→ What is needed: Copies of all lines containing the string "junction" are needed from the data below.
-- Opening Marker --
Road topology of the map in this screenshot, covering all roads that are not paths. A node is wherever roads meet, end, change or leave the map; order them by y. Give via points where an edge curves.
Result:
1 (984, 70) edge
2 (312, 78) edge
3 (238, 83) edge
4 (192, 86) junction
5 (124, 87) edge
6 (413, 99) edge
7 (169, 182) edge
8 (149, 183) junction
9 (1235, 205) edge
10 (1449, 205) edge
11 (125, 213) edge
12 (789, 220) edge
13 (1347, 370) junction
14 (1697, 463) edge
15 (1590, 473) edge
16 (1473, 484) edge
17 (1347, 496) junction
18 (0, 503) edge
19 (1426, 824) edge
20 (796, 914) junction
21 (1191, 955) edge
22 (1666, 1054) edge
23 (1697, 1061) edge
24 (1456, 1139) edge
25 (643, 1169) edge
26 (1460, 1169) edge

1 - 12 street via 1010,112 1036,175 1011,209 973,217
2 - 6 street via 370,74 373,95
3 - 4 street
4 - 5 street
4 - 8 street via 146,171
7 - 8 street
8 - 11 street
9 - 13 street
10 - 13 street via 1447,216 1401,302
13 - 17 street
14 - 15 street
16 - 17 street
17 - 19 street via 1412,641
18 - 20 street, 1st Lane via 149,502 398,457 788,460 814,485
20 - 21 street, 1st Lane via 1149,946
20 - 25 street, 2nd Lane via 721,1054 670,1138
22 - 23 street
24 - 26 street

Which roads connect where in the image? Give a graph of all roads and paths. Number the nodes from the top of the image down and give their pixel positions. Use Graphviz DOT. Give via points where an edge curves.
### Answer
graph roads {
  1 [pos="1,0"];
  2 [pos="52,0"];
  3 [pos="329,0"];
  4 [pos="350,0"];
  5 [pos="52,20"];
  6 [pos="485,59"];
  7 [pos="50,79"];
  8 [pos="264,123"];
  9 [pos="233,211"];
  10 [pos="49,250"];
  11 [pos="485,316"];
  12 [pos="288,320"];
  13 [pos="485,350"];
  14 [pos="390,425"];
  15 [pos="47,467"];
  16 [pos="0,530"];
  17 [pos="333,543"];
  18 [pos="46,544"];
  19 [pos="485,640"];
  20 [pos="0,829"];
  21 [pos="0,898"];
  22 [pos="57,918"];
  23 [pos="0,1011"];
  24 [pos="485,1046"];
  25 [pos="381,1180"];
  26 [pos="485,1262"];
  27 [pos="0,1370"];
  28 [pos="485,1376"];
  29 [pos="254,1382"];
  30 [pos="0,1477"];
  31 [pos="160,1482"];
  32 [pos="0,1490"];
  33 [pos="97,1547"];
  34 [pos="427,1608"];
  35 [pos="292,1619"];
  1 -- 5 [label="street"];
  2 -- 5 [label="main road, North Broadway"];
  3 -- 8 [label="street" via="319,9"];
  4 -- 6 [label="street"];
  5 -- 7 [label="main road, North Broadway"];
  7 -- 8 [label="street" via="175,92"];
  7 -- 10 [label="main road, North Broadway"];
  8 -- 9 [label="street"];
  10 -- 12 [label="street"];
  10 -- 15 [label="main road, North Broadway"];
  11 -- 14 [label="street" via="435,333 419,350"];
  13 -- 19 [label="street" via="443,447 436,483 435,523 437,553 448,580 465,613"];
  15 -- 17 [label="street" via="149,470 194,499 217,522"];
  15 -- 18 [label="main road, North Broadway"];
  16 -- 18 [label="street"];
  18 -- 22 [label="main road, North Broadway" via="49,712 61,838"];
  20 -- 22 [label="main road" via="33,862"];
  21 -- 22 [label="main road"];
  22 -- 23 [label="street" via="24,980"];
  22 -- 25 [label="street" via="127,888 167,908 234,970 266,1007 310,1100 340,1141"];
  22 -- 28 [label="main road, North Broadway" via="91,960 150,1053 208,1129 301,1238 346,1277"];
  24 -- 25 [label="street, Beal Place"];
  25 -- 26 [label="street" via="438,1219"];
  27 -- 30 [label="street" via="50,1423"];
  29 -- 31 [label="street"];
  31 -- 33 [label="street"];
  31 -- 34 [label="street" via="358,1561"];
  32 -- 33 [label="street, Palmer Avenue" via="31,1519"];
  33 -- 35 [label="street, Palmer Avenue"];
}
-- Closing Marker --
→ Solution to this exercise:
4 (192, 86) junction
8 (149, 183) junction
13 (1347, 370) junction
17 (1347, 496) junction
20 (796, 914) junction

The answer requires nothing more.